Warehousing will be in demand regardless of REITs simply because of the push for logistics infrastructure in the country. GST rationalisation, and the growth of e-Commerce are additional drivers for large scale warehouses in various locations. Additionally, with India’s logistic industry being awarded the infrastructure status there is more interest in the sector for investments. Investments in Tier 2 cities and the outskirts of metros is a good bet by as they are perfect for a hub and spoke model and allow for easy transportation, say real estate experts.

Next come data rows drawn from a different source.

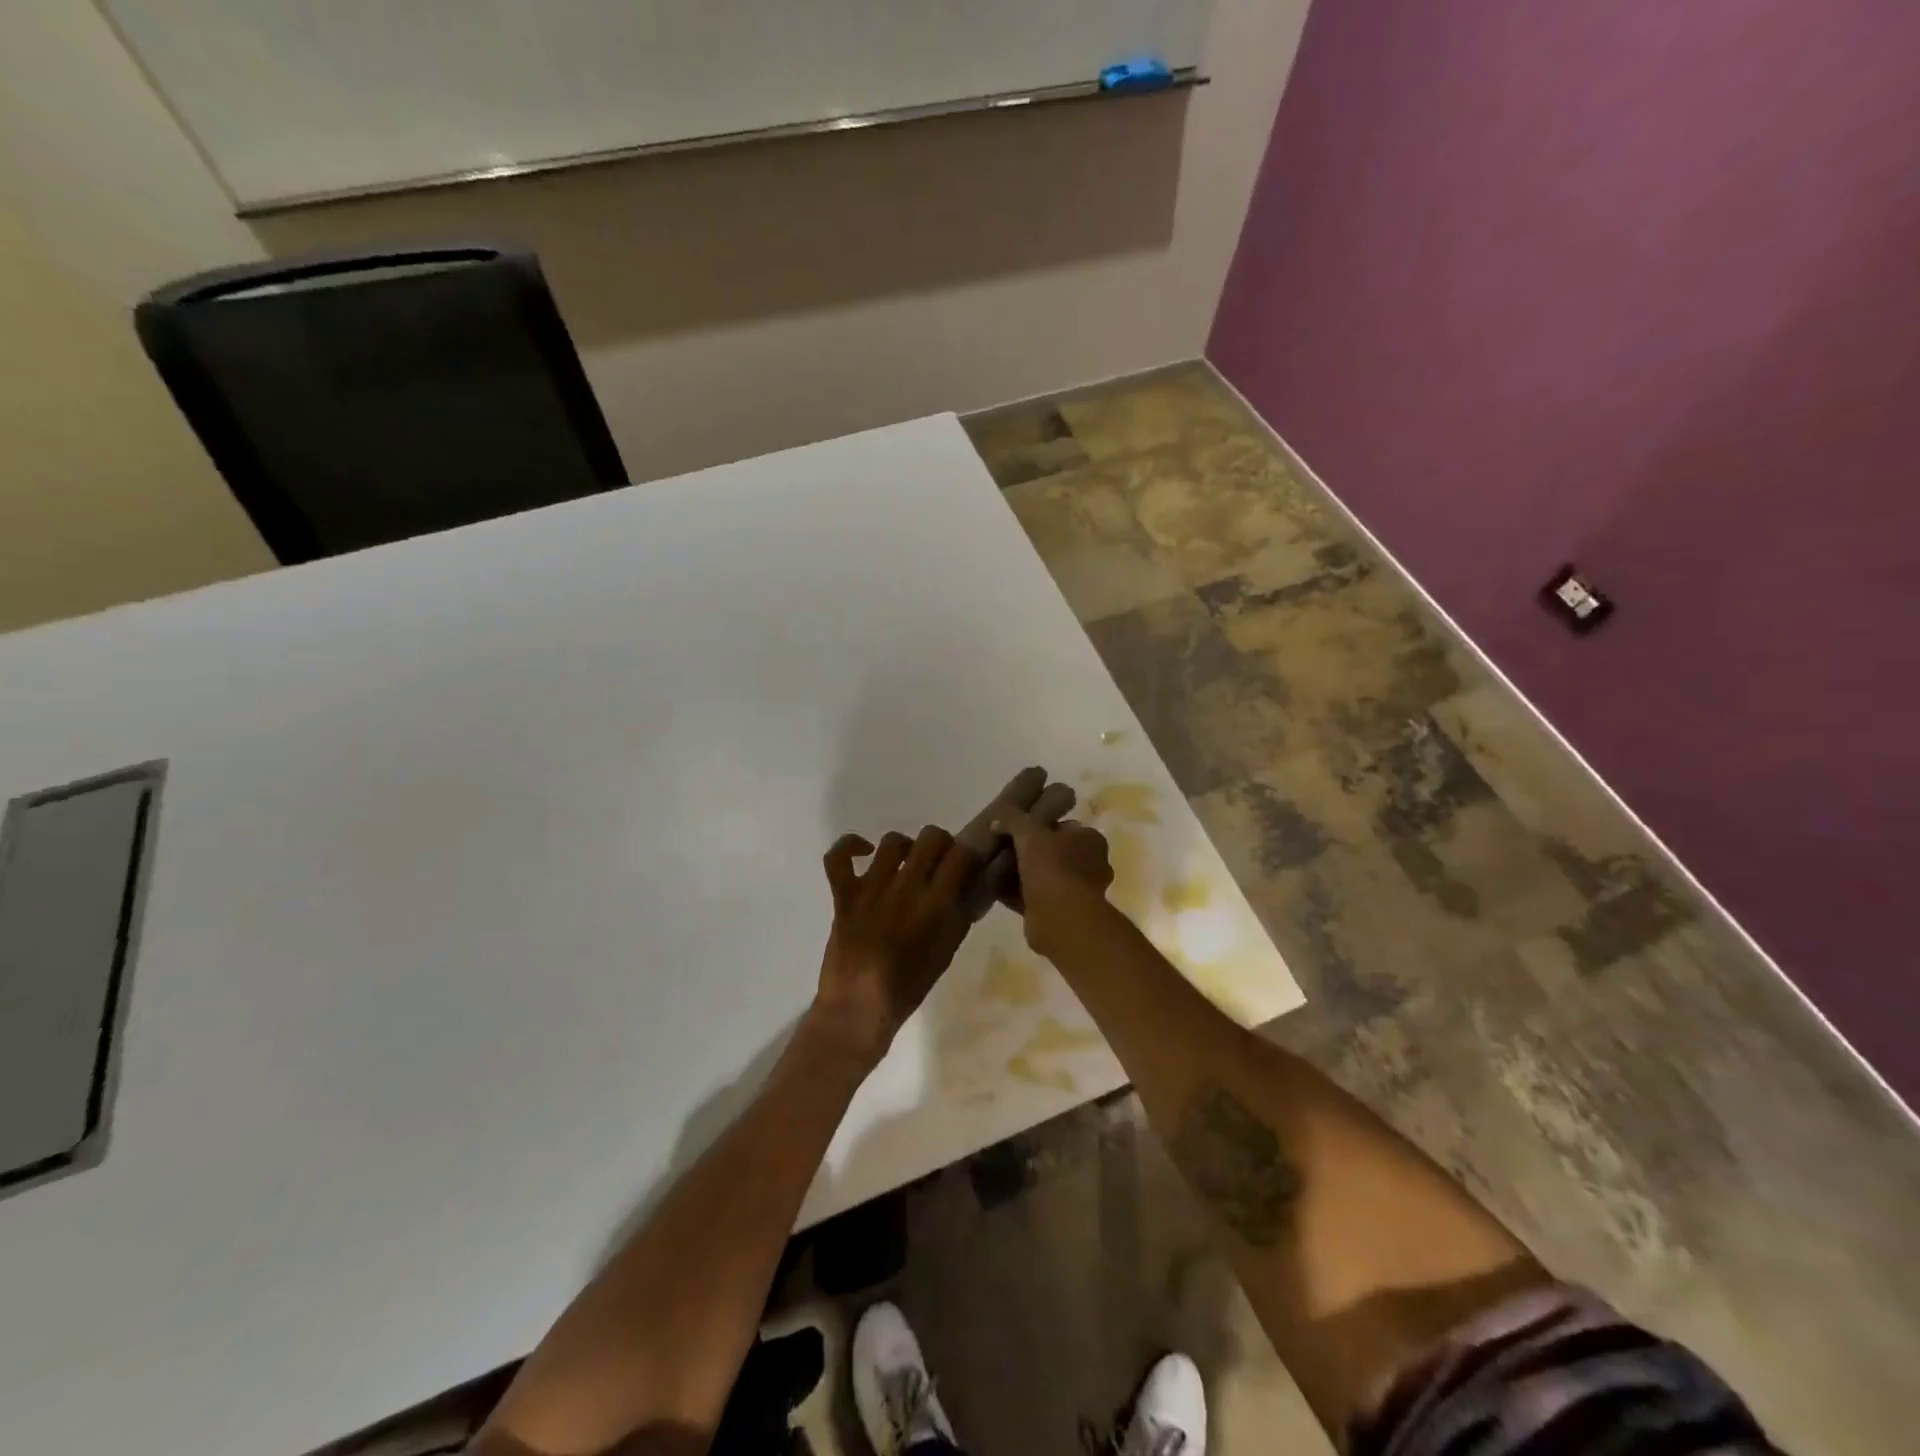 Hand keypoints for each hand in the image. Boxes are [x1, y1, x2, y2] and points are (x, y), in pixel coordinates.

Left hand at [808, 826, 978, 1066]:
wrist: (858, 1009)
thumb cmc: (909, 987)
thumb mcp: (947, 951)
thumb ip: (962, 913)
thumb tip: (976, 884)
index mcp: (937, 904)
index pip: (962, 854)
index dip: (968, 854)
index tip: (966, 865)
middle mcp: (906, 887)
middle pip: (931, 837)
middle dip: (941, 845)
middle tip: (939, 863)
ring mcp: (872, 888)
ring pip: (893, 841)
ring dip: (905, 847)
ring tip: (906, 863)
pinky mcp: (844, 894)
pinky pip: (838, 857)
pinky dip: (849, 846)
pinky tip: (864, 852)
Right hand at [993, 809, 1113, 958]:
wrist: (1060, 918)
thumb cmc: (1053, 867)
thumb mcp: (1029, 832)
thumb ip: (1013, 820)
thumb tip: (996, 820)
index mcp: (1090, 840)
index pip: (1063, 826)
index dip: (1039, 826)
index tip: (1016, 829)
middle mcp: (1089, 865)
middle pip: (1052, 852)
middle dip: (1029, 852)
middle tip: (1003, 849)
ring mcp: (1076, 891)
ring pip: (1043, 876)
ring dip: (1022, 875)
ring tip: (995, 869)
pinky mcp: (1061, 914)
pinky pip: (1034, 898)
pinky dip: (1017, 895)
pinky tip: (995, 889)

Student housing offers opportunities both to those who have the appetite to invest and developers who could bank on it as a lucrative rental yielding revenue stream. Currently, there are several players in the student housing space who have entered the market knowing fully well that there is huge demand but lack of supply. These include Your Space; Oxfordcaps which offers premium student housing facilities in Delhi-NCR and is headquartered in Singapore and Stanza Living.
The current demand for Purpose Built Student Accommodation (PBSA) across India is over 8 million bed spaces, a figure which is expected to grow at a rate of around 8 percent each year to touch 13 million beds by 2025, according to the Global Student Property 2019 report by Knight Frank.
Currently, the bulk of the student housing demand is serviced by the unorganized sector comprising rented accommodation and private hostels. These properties are often below student expectations. The demand supply gap coupled with strong fundamentals of the sector has led to an increase in investor interest to develop and operate well–located, high–quality purpose built accommodation.
Knight Frank estimates that there is currently a potential to deliver 6 million PBSA bed spaces on greenfield land located in close proximity to universities, while a further 2 million can be delivered through retrofitting and augmentation of existing on–campus hostels, said Saurabh Mehrotra National Director of Advisory Services, Knight Frank India.
Among the top hot spots for student housing are Bengaluru which has the highest concentration of university colleges in India.The current student population in professional courses is estimated at 6,60,000 out of which 3,06,377 require accommodation. Of this only 10 percent is covered by on-campus PBSA provision.
In India, the co-living spaces opportunity is here to stay as the millennial population currently accounts for 440 million. The growing interest for co-living spaces in cities such as Bengaluru, the National Capital Region (NCR) and Pune has been instrumental in many investors sitting up and taking notice of this emerging sector to diversify their portfolio and risk.
The demand for co-living spaces in terms of the number of beds is slated to grow from to 5.7 million, up from 4.19 million. The share of private beds shall rise from 15 percent to 30 percent of the total demand in the co-living segment, says a report by Cushman and Wakefield India titled Co-living – Redefining urban rental living.
The renting philosophy for co-living spaces is derived from millennial behaviour where such renters share less utilised areas such as living spaces, kitchen, balconies, etc. in order to make an economical rental decision and be part of a working community.
This trend is giving impetus to an organised rental market in cities such as Bengaluru, NCR and Pune in the same way as co-working spaces did for shared office spaces.
Co-living operators typically take properties on long-term lease from property owners, bear the makeover costs, load the properties with amenities and invest in creating a tech platform for residents. They also charge on per bed basis from renters for managing the properties.
According to Ashish R Puravankara, MD, Puravankara Ltd, close to 11 million square feet is in the pipeline for the next 4-5 upcoming quarters.
“We will be launching 4-5 projects with close to 8msft in the next 12- 18 months. Apart from our existing markets like Bengaluru, Chennai and Kochi, the brand will enter Mumbai and Pune market. We will be adding couple of more projects to our newly launched ultra-luxury residential line – WorldHome Collection– in the next couple of quarters. We are also focused on expanding commercial portfolio through warehousing, co-living and co-working spaces,” he told Moneycontrol.